A letter of five I sent a week ago has arrived today, as the addressee told me by sending a cell phone message this morning.
I was always fond of calligraphy and writing. Even when a mere child I began my diary writings, which still lie at the bottom of the book shelves. And the calligraphy, on which I started the effort 6 years ago, later helped me a lot on the writing. Those 5 letters were just saying hello to some old friends whom I haven’t seen for years, perhaps the E-Mails would be much more efficient on doing this, but I still decided to write on paper with my cursive writings in the blank ink, cause at least there’s something truly belongs to me would meet with my old fellows again, or simply to show-off my latest-learned style of calligraphy representing my assuming and socially maladapted disposition, which tells them how I have changed along the way.
I see people don’t write letters that often as they did decades ago.
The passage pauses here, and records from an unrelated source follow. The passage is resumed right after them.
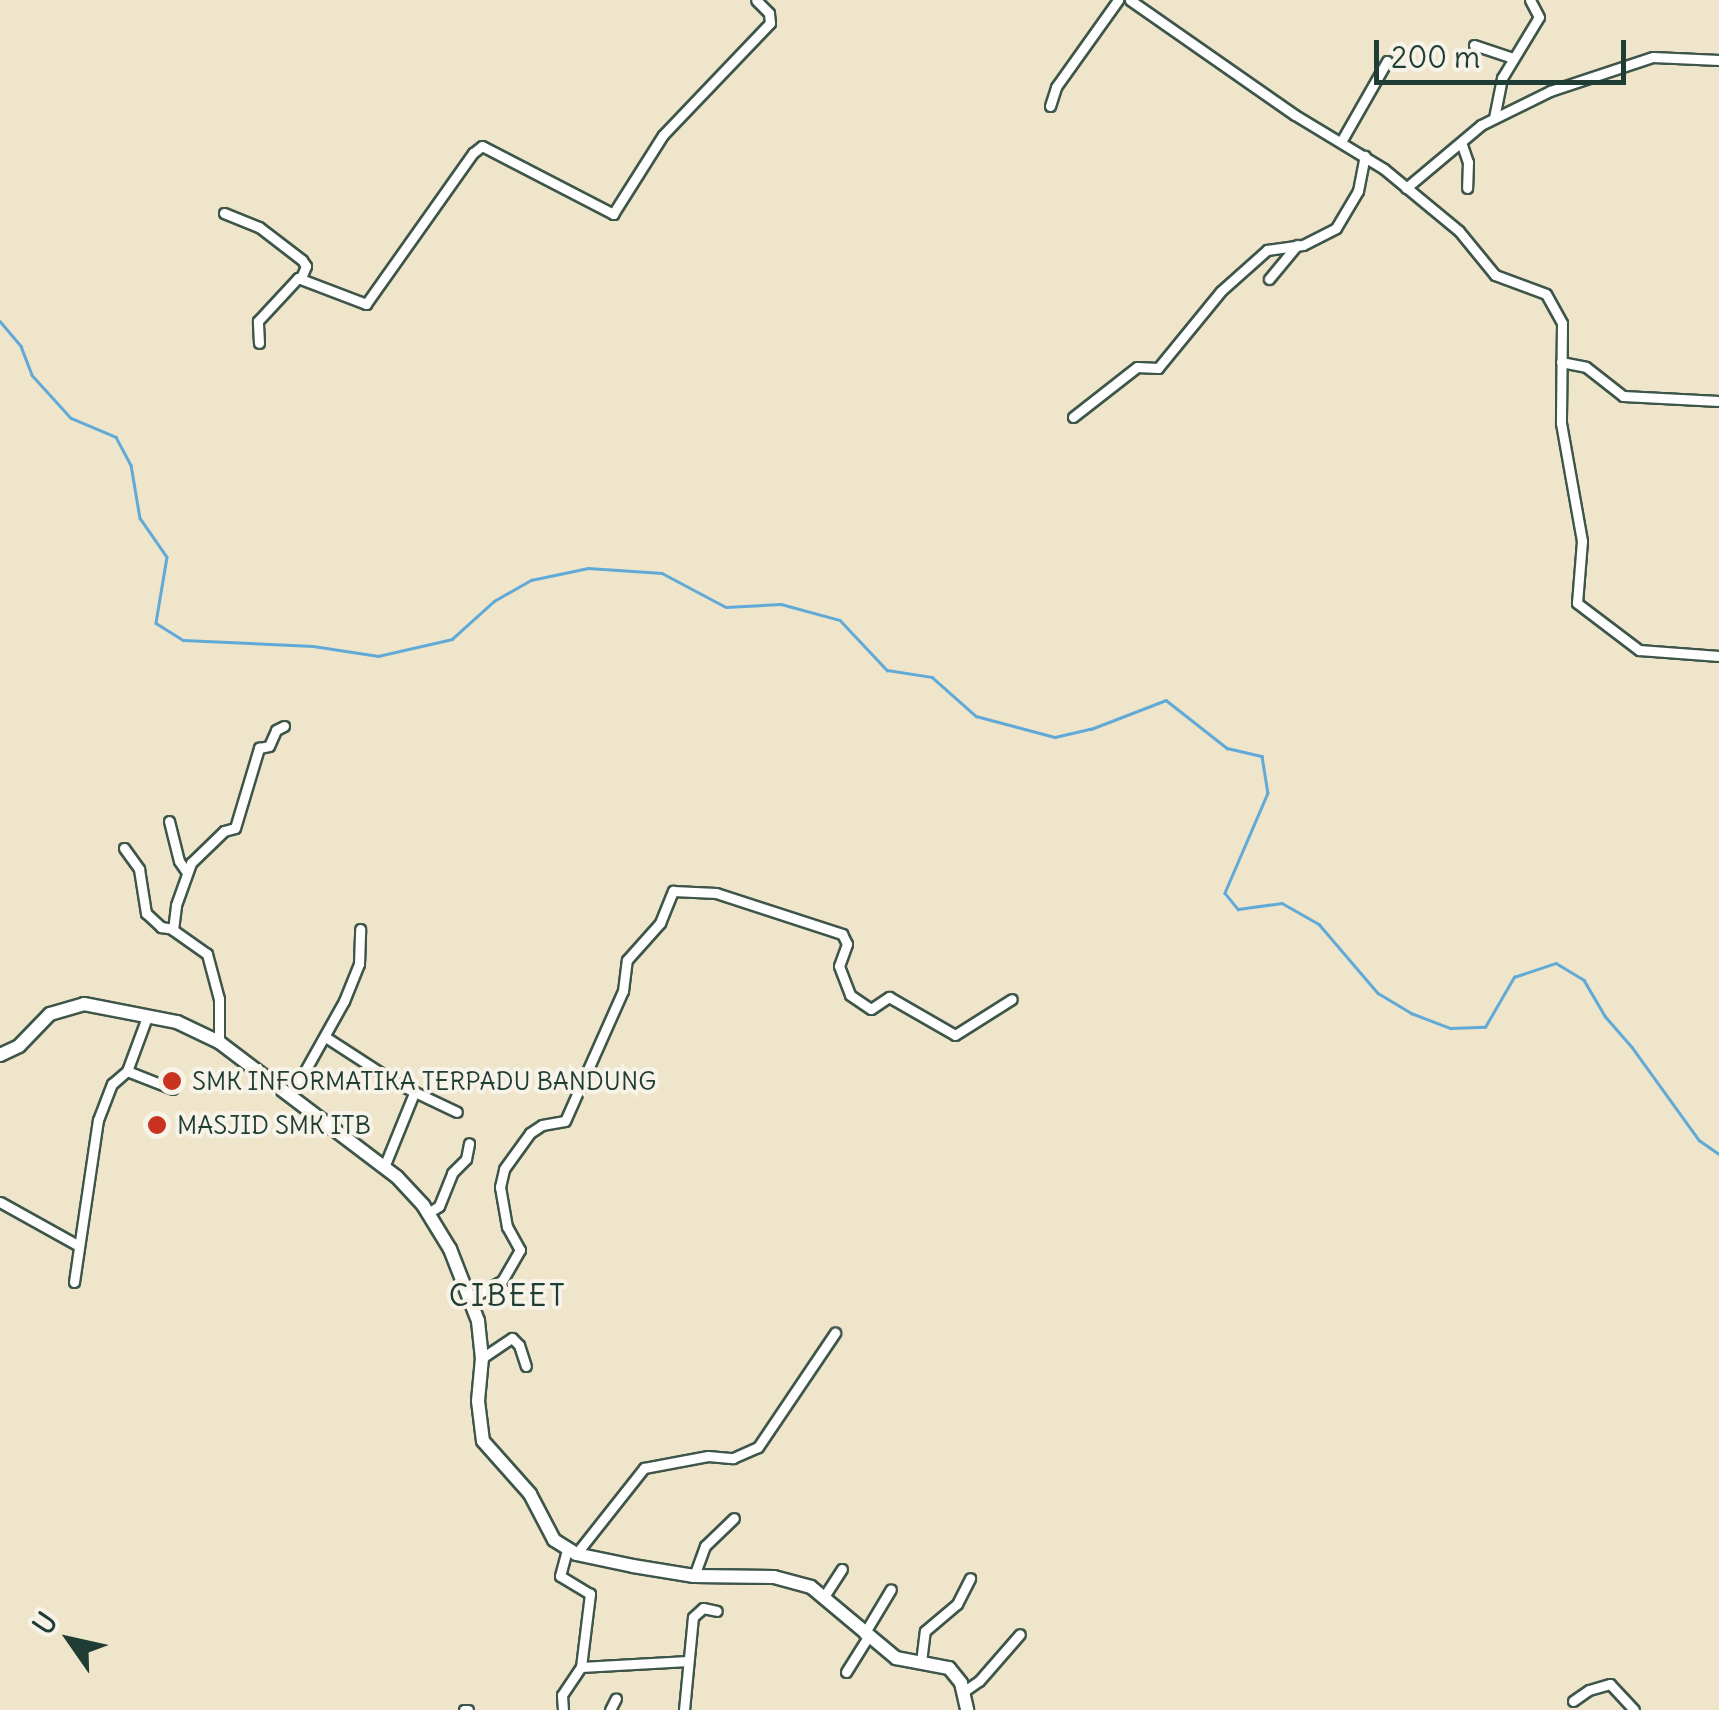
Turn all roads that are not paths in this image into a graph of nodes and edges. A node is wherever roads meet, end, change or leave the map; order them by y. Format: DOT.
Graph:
graph roads {
  1 [pos="756,0"];
  2 [pos="1118,0"];
  3 [pos="1130,0"];
  4 [pos="1530,0"];
  5 [pos="1474,44"];
  6 [pos="1512,58"];
  7 [pos="1719,60"];
  8 [pos="1387,61"];
  9 [pos="1050,106"];
  10 [pos="1494,118"];
  11 [pos="1342,140"];
  12 [pos="1462,145"];
  13 [pos="1365,156"];
  14 [pos="1406,188"];
  15 [pos="1467,188"];
  16 [pos="224,213"];
  17 [pos="1297,245"];
  18 [pos="302,278"];
  19 [pos="1270,279"];
  20 [pos="259,344"];
  21 [pos="1562,362"];
  22 [pos="1719,401"];
  23 [pos="1073,417"];
  24 [pos="1719,656"];
  25 [pos="284,726"];
  26 [pos="168,820"];
  27 [pos="124,848"];
  28 [pos="186,871"];
  29 [pos="173,929"];
  30 [pos="360,930"];
  31 [pos="1012,999"];
  32 [pos="146,1017"];
  33 [pos="328,1038"];
  34 [pos="218,1042"];
  35 [pos="0,1055"];
  36 [pos="126,1071"];
  37 [pos="173,1089"];
  38 [pos="414,1093"];
  39 [pos="292,1094"];
  40 [pos="458,1112"];
  41 [pos="469,1142"];
  42 [pos="384,1166"];
  43 [pos="0,1202"];
  44 [pos="428,1212"];
  45 [pos="79,1246"];
  46 [pos="74,1282"];
  47 [pos="471,1298"];
  48 [pos="834,1333"];
  49 [pos="482,1358"];
  50 [pos="526,1366"];
  51 [pos="734,1518"];
  52 [pos="572,1552"];
  53 [pos="842,1569"];
  54 [pos="694,1576"];
  55 [pos="970,1578"];
  56 [pos="891,1589"];
  57 [pos="825,1595"];
  58 [pos="717,1611"];
  59 [pos="1020,1634"];
  60 [pos="865,1636"];
  61 [pos="688,1661"];
  62 [pos="921,1662"];
  63 [pos="581,1667"];
  64 [pos="846,1672"];
  65 [pos="963,1692"];
  66 [pos="616,1698"];
  67 [pos="1573,1702"];
  68 [pos="563,1710"];
  69 [pos="610,1710"];
  70 [pos="684,1710"];
  71 [pos="968,1710"];
  72 [pos="1634,1710"];
  1 -- 18 [label="street"];
  2 -- 9 [label="street"];
  3 -- 11 [label="street"];
  4 -- 6 [label="street"];
  5 -- 6 [label="street"];
  6 -- 10 [label="street"];
  7 -- 10 [label="street"];
  8 -- 11 [label="street"];
  10 -- 12 [label="street"];
  11 -- 13 [label="street"];
  12 -- 14 [label="street"];
  12 -- 15 [label="street"];
  13 -- 14 [label="street"];
  13 -- 17 [label="street"];
  14 -- 21 [label="street"];
  16 -- 18 [label="street"];
  17 -- 19 [label="street"];
  17 -- 23 [label="street"];
  18 -- 20 [label="street"];
  21 -- 22 [label="street"];
  21 -- 24 [label="street"];
  25 -- 28 [label="street"];
  26 -- 28 [label="street"];
  27 -- 29 [label="street"];
  28 -- 29 [label="street"];
  29 -- 34 [label="street"];
  30 -- 33 [label="street"];
  31 -- 47 [label="street"];
  32 -- 34 [label="main road"];
  32 -- 35 [label="main road"];
  32 -- 36 [label="street"];
  33 -- 38 [label="street"];
  33 -- 39 [label="street"];
  34 -- 39 [label="main road"];
  36 -- 37 [label="street"];
  36 -- 45 [label="street"];
  38 -- 40 [label="street"];
  38 -- 42 [label="street"];
  39 -- 42 [label="main road"];
  41 -- 44 [label="street"];
  42 -- 44 [label="main road"];
  43 -- 45 [label="street"];
  44 -- 47 [label="main road"];
  45 -- 46 [label="street"];
  47 -- 49 [label="main road"];
  48 -- 52 [label="street"];
  49 -- 50 [label="street"];
  49 -- 52 [label="main road"];
  51 -- 54 [label="street"];
  52 -- 54 [label="main road"];
  52 -- 63 [label="street"];
  53 -- 57 [label="street"];
  54 -- 57 [label="main road"];
  55 -- 62 [label="street"];
  56 -- 60 [label="street"];
  57 -- 60 [label="main road"];
  58 -- 61 [label="street"];
  59 -- 65 [label="street"];
  60 -- 62 [label="main road"];
  60 -- 64 [label="street"];
  61 -- 63 [label="street"];
  61 -- 70 [label="street"];
  62 -- 65 [label="main road"];
  63 -- 68 [label="street"];
  65 -- 71 [label="main road"];
  66 -- 69 [label="street"];
  67 -- 72 [label="street"];
}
Modern tools have succeeded in luring us to give in too many privilegs, which we think are enlarged and expanded day in and day out. Calligraphy used to be part of the daily life of people half a century ago, little differnt from cursive writings it once were, now has become a solemn art, seemingly untouchable. This is what the post-industrial or info civilization has done to our ancient heritage. It’s hard for the Psychiatrists to put more truth on their speech, that without memory we are nothing.
Grâce à monsieur R, that I can finally have the privilege to find a way to approach the western calligraphy, whose heir obviously was not expected to be an easterner like me, but I feel so proud to inherit it as a member of the globalization.